Daniel Collin étudie de près les pratiques des différentes salles de la ville, Central, Saalbau ou Eden (1), salles paroissales comprises, les succès et les échecs, les luttes concurrentielles, les ennuis administratifs dus aux forces locales - préfecture, mairie, associations familiales bien-pensantes particulièrement nocives (Comité cantonal d’action catholique, Pro Familia) qui surveillent de près et les programmes et le public (2). Le panorama est complet, grâce à un dépouillement exhaustif des archives, municipales ou privées, et des collections de journaux du temps : publicités, annonces, affiches, photographies de bâtiments et de films - superbes photos pleine page de films rares, Le Mariage de Louise Rohrbach de Rudolf Biebrach (1916), Gold de Karl Hartl & Serge de Poligny (1934), Les Fugitifs de Gustav Ucicky (1933), et de bon nombre de vedettes allemandes inconnues - qui furent Heidemarie Hatheyer (1918-1990), Adele Sandrock (1863-1937), Oscar Karlweiss (1894-1956) ou Gretl Theimer (1910-1972).

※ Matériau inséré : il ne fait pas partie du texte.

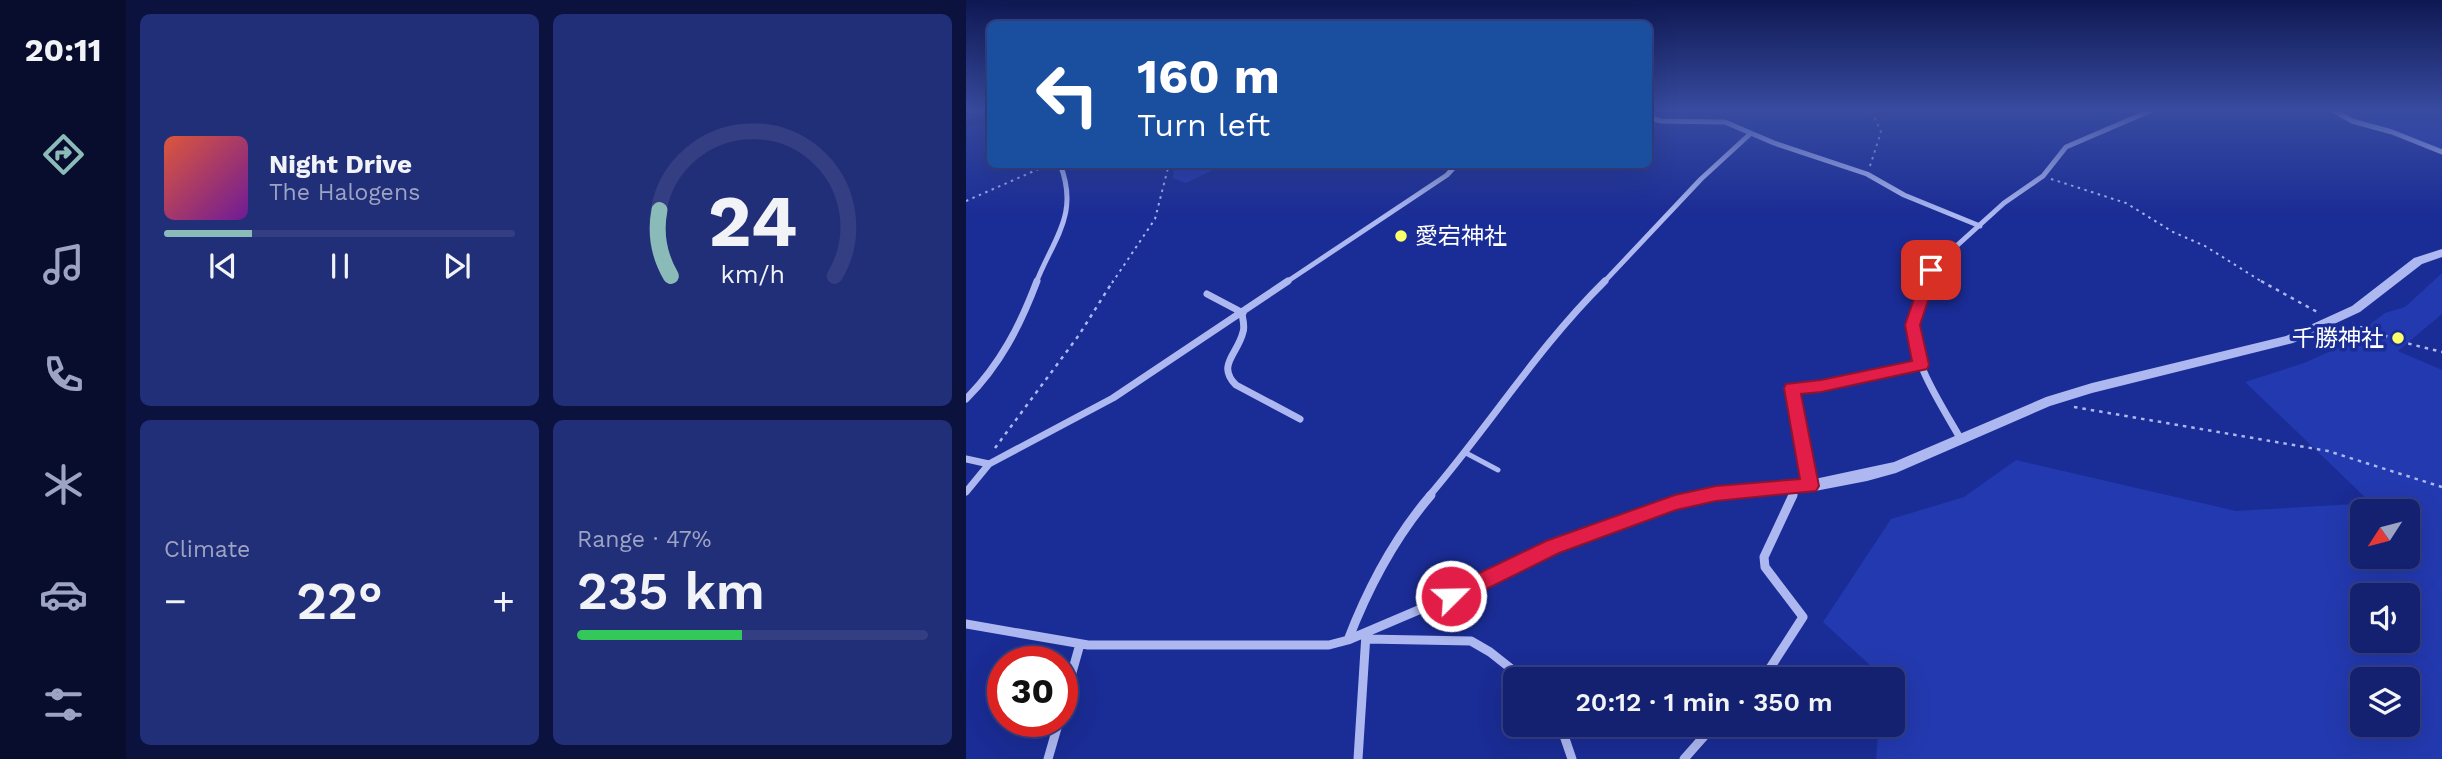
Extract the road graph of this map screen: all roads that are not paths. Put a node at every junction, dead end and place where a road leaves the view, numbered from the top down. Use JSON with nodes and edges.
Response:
{"nodes":[{"id":1,"x":1738,"y":145,"type":"edge"},
{"id":2,"x":1783,"y":145,"type":"edge"},
{"id":3,"x":2070,"y":145,"type":"edge"},
{"id":4,"x":2426,"y":145,"type":"edge"},
{"id":5,"x":2442,"y":152,"type":"edge"},
{"id":6,"x":1062,"y":168,"type":"edge"},
{"id":7,"x":1454,"y":168,"type":"edge"},
{"id":8,"x":1980,"y":226,"type":"junction"},
{"id":9,"x":2442,"y":253,"type":"edge"},
{"id":10,"x":1207,"y":294,"type":"dead end"},
{"id":11,"x":1243,"y":314,"type":"junction"},
{"id":12,"x":1921,"y":365,"type":"junction"},
{"id":13,"x":966,"y":399,"type":"edge"},
{"id":14,"x":1300,"y":419,"type":"dead end"},
{"id":15,"x":1960,"y":438,"type":"junction"},
{"id":16,"x":1466,"y":453,"type":"junction"},
{"id":17,"x":966,"y":459,"type":"edge"},
{"id":18,"x":989,"y":464,"type":"junction"},
{"id":19,"x":1498,"y":470,"type":"dead end"},
{"id":20,"x":1803,"y":486,"type":"junction"},
{"id":21,"x":966,"y":492,"type":"edge"},
{"id":22,"x":1553,"y":547,"type":"joint"},
{"id":23,"x":966,"y":624,"type":"edge"},
{"id":24,"x":1367,"y":636,"type":"junction"},
{"id":25,"x":1348,"y":640,"type":"junction"},
{"id":26,"x":1080,"y":643,"type":"junction"},
{"id":27,"x":1078,"y":650,"type":"edge"},
{"id":28,"x":1509,"y":667,"type":"edge"},
{"id":29,"x":1771,"y":667,"type":"edge"},
{"id":30,"x":1054,"y":737,"type":"edge"},
{"id":31,"x":1567,"y":737,"type":"edge"},
{"id":32,"x":1703,"y":737,"type":"edge"},
{"id":33,"x":1048,"y":759,"type":"edge"},
{"id":34,"x":1358,"y":759,"type":"edge"},
{"id":35,"x":1572,"y":759,"type":"edge"},
{"id":36,"x":1684,"y":759,"type":"edge"}],
"edges":[{"from":1,"to":16,"type":"street"},
{"from":2,"to":8,"type":"street"},
{"from":3,"to":8,"type":"street"},
{"from":4,"to":5,"type":"street"},
{"from":6,"to":13,"type":"street"},
{"from":7,"to":11,"type":"street"},
{"from":8,"to":12,"type":"street"},
{"from":9,"to":15,"type":"street"},
{"from":10,"to":11,"type":"street"},
{"from":11,"to":14,"type":"street"},
{"from":11,"to":18,"type":"street"},
{"from":12,"to":15,"type":"street"},
{"from":12,"to":20,"type":"street"},
{"from":15,"to":20,"type":"street"},
{"from":16,"to":19,"type":"lane"},
{"from":16,"to":25,"type":"street"},
{"from":17,"to":18,"type":"street"},
{"from":18,"to":21,"type":"street"},
{"from":20,"to":22,"type":"street"},
{"from":20,"to":29,"type":"street"},
{"from":22,"to":24,"type":"street"},
{"from":23,"to":26,"type":"street"},
{"from":24,"to":25,"type":"street"},
{"from":24,"to":28,"type":"street"},
{"from":24,"to":34,"type":"street"},
{"from":25,"to":26,"type":"street"},
{"from":26,"to":27,"type":"street"},
{"from":30,"to":33,"type":"street"},
{"from":31,"to":35,"type":"street"},
{"from":32,"to":36,"type":"street"}]}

Un détail nous a frappé : l’auteur évoque la projection avant-guerre, à l’Eden, à une date non précisée (mais forcément vers 1935 ou 1936) d’un documentaire en relief avec lunettes. Il ne peut s’agir que du procédé mis au point par Louis Lumière et qui n’a pas connu de véritable exploitation - seuls quelques documentaires furent réalisés ainsi qu’un moyen métrage, L’Ami de Monsieur. C’est la première fois que l’on découvre la trace attestée d’une projection.
C’est certainement une des plus passionnantes monographies que l’on ait lues depuis longtemps, une belle tranche d’histoire bien découpée et qui ne ressemble à aucune autre, l’exception culturelle linguistique n’ayant pas été aussi forte, semble-t-il, dans les autres villes du territoire. On comprend que Raymond Chirat (cité dans les remerciements) nous l’ait chaudement recommandé : c’était là un ouvrage selon son cœur, savant, précis et plaisant à lire.

Lucien Logette
Jeune Cinéma n°368, automne 2015

1. En annexe, il offre un descriptif détaillé de la dizaine de salles qui ont fleuri entre 1910 et 1987 : architectes, capacités d’accueil, équipement technique, dates d’exploitation, noms des exploitants.

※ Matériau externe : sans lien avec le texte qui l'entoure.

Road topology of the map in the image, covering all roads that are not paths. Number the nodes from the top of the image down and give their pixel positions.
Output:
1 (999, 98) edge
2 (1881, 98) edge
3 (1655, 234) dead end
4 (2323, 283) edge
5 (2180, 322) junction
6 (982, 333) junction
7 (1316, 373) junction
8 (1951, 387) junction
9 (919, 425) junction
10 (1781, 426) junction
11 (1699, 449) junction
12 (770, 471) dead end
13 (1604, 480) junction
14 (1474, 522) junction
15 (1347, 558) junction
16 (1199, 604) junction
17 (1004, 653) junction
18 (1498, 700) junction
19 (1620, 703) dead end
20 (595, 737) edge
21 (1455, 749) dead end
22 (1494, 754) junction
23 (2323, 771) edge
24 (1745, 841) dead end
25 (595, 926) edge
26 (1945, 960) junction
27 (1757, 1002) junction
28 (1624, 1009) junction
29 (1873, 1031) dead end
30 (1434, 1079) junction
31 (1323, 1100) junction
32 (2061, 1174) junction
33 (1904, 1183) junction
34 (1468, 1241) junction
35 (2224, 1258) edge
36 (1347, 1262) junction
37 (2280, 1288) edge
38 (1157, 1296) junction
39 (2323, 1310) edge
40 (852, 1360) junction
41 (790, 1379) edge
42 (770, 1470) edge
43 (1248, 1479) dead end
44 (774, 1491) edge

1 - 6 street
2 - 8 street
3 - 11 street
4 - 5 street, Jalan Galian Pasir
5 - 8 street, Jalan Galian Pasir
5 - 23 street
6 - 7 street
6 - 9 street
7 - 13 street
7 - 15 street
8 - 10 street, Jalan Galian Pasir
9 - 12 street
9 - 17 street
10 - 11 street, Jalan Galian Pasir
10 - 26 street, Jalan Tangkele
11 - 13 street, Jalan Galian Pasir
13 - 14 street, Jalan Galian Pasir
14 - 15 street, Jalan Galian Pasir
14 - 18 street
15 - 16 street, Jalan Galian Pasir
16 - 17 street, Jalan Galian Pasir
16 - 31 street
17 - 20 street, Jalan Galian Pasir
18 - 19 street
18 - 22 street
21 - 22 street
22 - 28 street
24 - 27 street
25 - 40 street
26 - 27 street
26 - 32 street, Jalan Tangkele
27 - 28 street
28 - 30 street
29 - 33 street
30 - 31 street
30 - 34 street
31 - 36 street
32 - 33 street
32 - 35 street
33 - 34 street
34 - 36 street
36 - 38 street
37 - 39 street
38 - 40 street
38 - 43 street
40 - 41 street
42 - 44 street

2. Rapport du censeur Seyer, 1922 : "Bien des tableaux montrés s’attaquent à la morale. Des explications séductrices en paroles et en images éveillent trop souvent des passions basses. […] Mais j’ai constaté avec plaisir qu’à chaque scène un peu osée (femmes montrant leurs jambes, couple s’embrassant sur la bouche), le machiniste interrompait le film en l’obturant par une plaque opaque." Quant au public, "certains spectateurs profitent de l’obscurité pour se livrer à des ébats ou des gestes qui ne devraient pas être tolérés". Quelle époque ! L’auteur pousse la malignité jusqu’à fournir la liste des dix-sept censeurs qui ont sévi entre 1920 et 1953…


Daniel Collin, Cent ans de cinémas à Sarreguemines. Une exception culturelle, Sarreguemines, Confluence, 230 p.